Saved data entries
━━━━━━

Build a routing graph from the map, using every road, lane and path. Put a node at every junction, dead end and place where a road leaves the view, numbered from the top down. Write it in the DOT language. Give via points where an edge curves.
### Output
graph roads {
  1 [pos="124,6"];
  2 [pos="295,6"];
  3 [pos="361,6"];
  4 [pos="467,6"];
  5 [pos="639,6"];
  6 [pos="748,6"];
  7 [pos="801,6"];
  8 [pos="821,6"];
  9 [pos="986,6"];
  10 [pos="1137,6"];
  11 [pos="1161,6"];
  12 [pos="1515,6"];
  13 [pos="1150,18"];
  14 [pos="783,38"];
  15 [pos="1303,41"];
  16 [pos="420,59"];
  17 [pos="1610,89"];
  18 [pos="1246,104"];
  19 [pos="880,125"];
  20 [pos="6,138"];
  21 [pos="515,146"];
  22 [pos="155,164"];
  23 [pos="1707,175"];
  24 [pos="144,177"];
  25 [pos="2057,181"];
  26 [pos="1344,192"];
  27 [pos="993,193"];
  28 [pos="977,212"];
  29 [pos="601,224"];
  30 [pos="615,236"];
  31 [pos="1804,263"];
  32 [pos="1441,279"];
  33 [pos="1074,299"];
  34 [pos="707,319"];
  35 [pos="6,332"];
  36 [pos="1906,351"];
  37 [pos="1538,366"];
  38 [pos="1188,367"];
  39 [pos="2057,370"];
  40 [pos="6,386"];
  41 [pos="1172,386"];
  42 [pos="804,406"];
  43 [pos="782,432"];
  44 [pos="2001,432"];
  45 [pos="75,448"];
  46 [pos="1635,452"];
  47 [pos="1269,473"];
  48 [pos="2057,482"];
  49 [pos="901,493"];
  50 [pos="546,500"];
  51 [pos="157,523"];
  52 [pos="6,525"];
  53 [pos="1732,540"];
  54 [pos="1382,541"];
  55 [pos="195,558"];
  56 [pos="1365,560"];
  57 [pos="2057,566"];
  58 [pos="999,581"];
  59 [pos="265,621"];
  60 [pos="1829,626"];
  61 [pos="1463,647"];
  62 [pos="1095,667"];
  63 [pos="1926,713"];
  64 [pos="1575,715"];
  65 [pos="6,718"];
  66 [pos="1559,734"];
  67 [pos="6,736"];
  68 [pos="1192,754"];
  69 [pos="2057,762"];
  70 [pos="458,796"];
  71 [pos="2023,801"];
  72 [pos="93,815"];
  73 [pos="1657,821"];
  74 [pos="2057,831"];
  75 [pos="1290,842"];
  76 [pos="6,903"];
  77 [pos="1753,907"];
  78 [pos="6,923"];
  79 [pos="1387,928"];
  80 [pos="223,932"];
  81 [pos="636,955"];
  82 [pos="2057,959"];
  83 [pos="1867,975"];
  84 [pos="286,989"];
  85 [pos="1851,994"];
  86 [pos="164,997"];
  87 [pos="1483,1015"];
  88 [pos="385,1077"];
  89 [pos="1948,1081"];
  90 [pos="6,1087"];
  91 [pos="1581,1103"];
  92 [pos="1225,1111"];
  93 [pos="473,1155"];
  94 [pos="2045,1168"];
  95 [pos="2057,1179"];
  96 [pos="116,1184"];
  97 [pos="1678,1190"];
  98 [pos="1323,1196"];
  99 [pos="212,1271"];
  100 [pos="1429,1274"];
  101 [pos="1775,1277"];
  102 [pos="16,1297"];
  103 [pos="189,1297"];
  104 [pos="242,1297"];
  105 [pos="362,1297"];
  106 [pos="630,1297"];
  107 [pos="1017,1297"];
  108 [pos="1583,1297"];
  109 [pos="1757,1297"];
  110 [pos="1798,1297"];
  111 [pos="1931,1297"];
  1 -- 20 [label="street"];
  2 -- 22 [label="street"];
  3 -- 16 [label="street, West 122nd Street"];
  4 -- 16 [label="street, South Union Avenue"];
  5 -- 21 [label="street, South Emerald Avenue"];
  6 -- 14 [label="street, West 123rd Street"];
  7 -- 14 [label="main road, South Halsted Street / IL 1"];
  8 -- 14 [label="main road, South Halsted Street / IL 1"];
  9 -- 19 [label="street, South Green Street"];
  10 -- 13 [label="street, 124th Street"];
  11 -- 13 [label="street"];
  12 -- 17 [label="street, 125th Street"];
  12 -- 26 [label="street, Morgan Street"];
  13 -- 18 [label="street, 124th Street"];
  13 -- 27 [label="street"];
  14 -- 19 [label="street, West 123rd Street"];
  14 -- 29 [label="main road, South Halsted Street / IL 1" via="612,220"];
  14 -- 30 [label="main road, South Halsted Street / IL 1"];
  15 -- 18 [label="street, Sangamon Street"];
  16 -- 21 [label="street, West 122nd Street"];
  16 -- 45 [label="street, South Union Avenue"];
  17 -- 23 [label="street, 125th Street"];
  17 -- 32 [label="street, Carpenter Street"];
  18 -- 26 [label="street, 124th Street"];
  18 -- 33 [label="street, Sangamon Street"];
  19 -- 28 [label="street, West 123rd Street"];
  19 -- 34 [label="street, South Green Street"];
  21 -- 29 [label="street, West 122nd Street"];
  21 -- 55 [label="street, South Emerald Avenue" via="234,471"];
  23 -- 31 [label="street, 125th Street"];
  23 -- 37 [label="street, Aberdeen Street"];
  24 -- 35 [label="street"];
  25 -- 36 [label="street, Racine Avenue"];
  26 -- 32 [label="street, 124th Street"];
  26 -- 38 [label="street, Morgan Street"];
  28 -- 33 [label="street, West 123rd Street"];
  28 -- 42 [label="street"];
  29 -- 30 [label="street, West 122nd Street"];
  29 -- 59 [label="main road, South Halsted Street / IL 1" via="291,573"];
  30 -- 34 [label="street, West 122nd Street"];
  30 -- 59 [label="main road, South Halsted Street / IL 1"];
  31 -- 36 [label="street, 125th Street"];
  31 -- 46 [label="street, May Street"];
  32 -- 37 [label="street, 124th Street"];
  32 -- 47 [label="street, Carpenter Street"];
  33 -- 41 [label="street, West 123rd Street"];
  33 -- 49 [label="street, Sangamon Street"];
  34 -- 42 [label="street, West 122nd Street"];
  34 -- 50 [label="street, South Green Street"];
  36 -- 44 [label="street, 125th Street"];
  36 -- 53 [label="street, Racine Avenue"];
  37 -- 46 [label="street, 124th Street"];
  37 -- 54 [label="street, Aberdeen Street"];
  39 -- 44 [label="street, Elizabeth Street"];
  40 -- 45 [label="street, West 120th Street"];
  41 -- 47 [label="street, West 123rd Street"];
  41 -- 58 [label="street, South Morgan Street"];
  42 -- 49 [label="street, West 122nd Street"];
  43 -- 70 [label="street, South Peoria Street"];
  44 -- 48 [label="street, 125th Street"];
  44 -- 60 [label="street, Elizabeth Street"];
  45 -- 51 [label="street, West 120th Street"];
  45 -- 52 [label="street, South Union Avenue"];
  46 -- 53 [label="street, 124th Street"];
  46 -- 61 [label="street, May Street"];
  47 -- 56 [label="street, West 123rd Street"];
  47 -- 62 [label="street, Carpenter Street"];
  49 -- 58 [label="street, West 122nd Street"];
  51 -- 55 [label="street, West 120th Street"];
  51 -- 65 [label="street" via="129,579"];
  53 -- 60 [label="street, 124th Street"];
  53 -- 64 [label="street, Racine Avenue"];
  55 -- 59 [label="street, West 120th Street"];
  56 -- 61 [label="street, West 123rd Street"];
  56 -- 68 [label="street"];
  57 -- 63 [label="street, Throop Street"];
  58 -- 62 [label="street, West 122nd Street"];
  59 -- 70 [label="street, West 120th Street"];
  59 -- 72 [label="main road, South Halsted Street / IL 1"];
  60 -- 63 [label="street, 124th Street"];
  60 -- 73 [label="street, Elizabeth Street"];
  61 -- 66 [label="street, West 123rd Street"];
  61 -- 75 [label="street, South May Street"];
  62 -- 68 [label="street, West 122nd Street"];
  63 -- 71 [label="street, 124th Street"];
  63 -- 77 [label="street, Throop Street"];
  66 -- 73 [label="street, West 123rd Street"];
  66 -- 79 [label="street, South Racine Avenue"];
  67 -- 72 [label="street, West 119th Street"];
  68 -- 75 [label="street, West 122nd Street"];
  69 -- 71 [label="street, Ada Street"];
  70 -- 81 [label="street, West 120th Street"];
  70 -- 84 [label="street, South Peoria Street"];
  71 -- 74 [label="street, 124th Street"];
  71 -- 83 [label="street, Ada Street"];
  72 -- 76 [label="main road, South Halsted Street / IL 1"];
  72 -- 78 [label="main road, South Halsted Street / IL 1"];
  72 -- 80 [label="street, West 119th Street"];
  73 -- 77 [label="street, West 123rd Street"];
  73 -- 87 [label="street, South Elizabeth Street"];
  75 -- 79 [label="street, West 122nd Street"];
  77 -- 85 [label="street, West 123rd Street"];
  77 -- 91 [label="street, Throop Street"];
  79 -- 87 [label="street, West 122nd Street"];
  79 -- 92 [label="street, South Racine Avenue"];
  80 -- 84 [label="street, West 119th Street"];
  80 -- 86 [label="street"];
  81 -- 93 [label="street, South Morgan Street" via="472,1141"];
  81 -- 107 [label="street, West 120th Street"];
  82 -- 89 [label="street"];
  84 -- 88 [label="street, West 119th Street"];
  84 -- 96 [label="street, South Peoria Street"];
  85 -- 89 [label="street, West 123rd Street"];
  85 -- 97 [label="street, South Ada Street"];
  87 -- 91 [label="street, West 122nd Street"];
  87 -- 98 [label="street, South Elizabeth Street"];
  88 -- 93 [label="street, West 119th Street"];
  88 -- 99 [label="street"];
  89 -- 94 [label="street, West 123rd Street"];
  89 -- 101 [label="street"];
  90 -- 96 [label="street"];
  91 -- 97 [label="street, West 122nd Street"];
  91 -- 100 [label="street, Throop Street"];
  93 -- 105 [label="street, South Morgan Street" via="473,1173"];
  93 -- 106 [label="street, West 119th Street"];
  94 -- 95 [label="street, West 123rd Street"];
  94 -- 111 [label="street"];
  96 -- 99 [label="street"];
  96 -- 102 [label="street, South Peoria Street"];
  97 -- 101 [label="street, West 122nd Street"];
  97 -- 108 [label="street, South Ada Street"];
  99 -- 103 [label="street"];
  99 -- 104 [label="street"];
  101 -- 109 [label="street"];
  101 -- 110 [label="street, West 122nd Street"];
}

━━━━━━

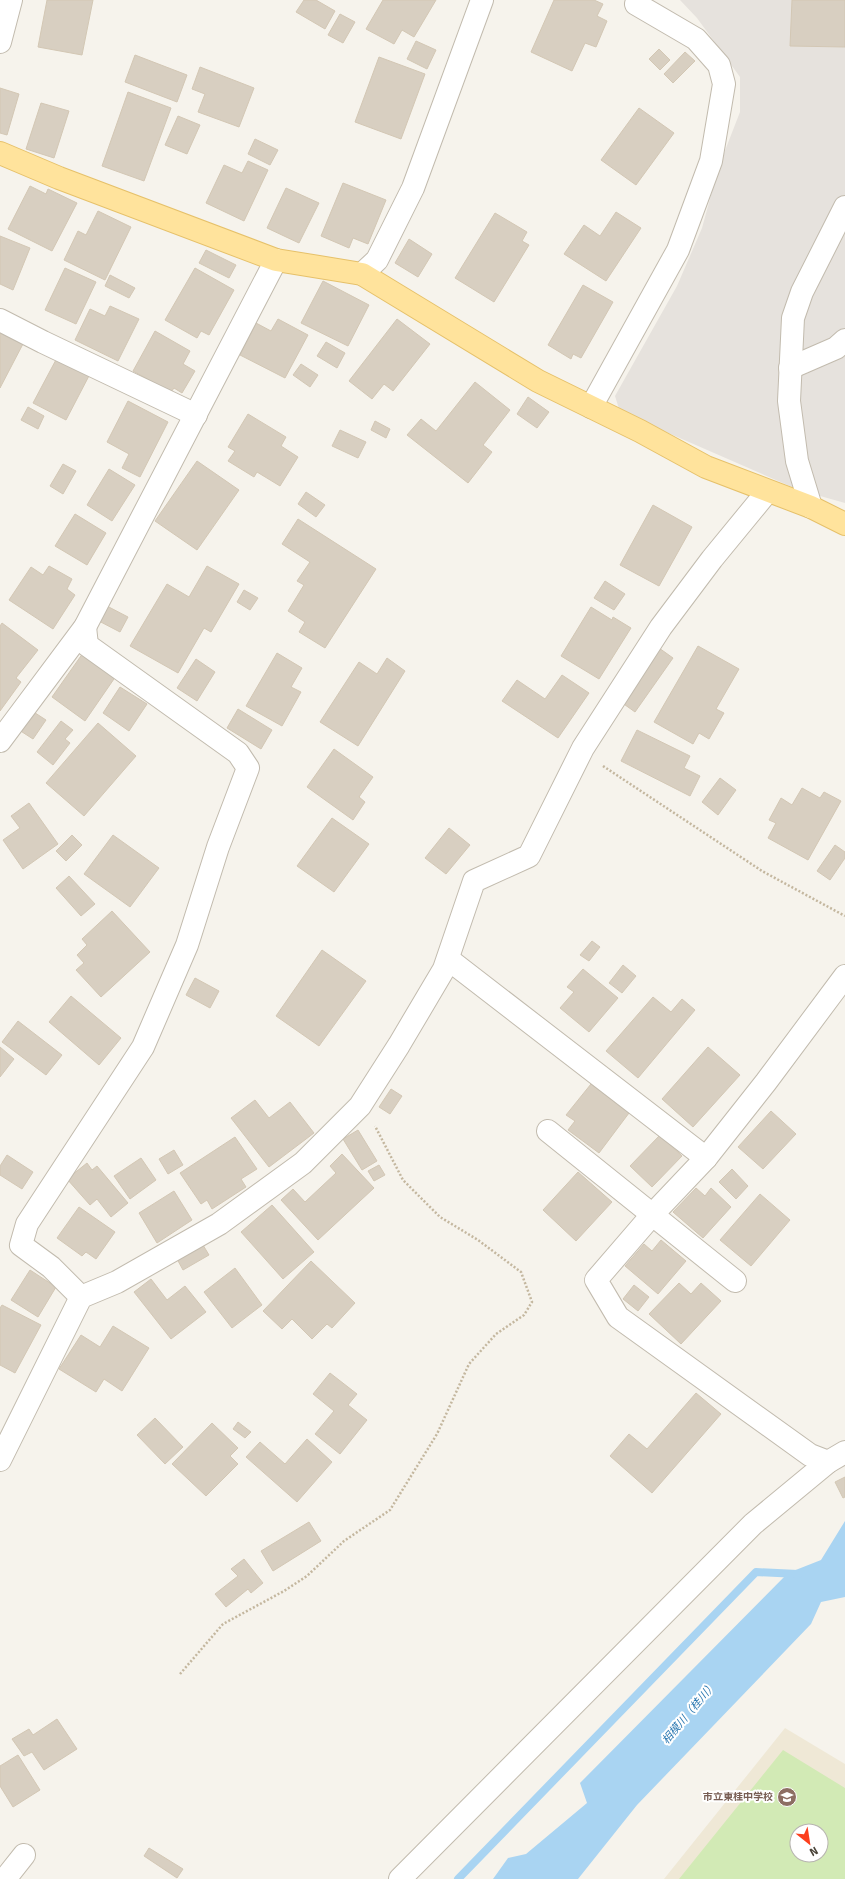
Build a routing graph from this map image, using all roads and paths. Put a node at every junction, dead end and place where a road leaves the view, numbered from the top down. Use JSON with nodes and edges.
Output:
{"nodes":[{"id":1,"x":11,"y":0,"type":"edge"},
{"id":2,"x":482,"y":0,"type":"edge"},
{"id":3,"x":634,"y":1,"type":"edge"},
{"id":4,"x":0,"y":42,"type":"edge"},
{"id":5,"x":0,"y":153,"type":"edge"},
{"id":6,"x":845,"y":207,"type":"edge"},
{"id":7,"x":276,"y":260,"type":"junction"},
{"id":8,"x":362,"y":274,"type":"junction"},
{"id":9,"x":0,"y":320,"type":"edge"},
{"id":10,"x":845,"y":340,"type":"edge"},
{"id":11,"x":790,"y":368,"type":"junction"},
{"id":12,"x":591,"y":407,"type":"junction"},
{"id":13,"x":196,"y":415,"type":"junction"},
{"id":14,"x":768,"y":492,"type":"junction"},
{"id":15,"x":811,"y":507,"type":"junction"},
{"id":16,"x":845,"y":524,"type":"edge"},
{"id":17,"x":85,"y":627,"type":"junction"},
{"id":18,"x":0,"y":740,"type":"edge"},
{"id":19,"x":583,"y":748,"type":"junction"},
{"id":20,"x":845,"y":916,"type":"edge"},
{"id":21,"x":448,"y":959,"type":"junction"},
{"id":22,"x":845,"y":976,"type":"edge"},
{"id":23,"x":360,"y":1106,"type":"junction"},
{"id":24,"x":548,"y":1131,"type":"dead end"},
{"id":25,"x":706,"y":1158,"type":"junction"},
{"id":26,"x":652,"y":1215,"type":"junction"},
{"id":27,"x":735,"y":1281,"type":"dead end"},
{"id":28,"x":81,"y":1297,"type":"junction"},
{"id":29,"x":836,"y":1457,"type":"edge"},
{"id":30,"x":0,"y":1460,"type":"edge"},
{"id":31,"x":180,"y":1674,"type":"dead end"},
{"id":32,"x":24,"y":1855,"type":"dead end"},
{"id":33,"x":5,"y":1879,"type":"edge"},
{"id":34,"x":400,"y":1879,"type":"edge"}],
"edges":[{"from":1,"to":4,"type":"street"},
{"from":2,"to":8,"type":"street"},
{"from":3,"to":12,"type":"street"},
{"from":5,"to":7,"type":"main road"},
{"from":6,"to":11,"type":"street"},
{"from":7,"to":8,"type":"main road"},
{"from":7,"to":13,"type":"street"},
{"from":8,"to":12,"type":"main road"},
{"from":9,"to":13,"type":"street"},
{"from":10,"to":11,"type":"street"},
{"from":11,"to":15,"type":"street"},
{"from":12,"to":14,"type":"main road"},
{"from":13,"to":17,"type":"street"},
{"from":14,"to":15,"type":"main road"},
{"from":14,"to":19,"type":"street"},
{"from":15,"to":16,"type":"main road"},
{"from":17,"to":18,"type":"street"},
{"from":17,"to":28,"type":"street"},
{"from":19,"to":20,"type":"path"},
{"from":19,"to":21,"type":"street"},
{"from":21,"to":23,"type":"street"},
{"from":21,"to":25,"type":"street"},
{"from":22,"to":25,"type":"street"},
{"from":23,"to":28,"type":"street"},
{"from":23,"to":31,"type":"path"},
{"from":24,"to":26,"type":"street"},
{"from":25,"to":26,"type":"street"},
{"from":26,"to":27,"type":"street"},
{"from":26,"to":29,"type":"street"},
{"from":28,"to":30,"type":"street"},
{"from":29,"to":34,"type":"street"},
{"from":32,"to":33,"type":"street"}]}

━━━━━━

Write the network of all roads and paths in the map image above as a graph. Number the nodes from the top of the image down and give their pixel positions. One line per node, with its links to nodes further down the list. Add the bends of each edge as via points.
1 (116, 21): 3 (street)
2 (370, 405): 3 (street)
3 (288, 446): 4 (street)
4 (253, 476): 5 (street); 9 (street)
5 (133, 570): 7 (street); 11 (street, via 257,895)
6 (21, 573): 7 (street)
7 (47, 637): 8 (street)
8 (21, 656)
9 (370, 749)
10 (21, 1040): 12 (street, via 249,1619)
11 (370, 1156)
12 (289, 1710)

━━━━━━

About this exercise ▸ "leaves" is the string to look for; please copy every line of the records above where it appears.

Response to the task ▸
Build a routing graph from the map, using every road, lane and path. Put a node at every junction, dead end and place where a road leaves the view, numbered from the top down. Write it in the DOT language. Give via points where an edge curves.
Build a routing graph from this map image, using all roads and paths. Put a node at every junction, dead end and place where a road leaves the view, numbered from the top down. Use JSON with nodes and edges.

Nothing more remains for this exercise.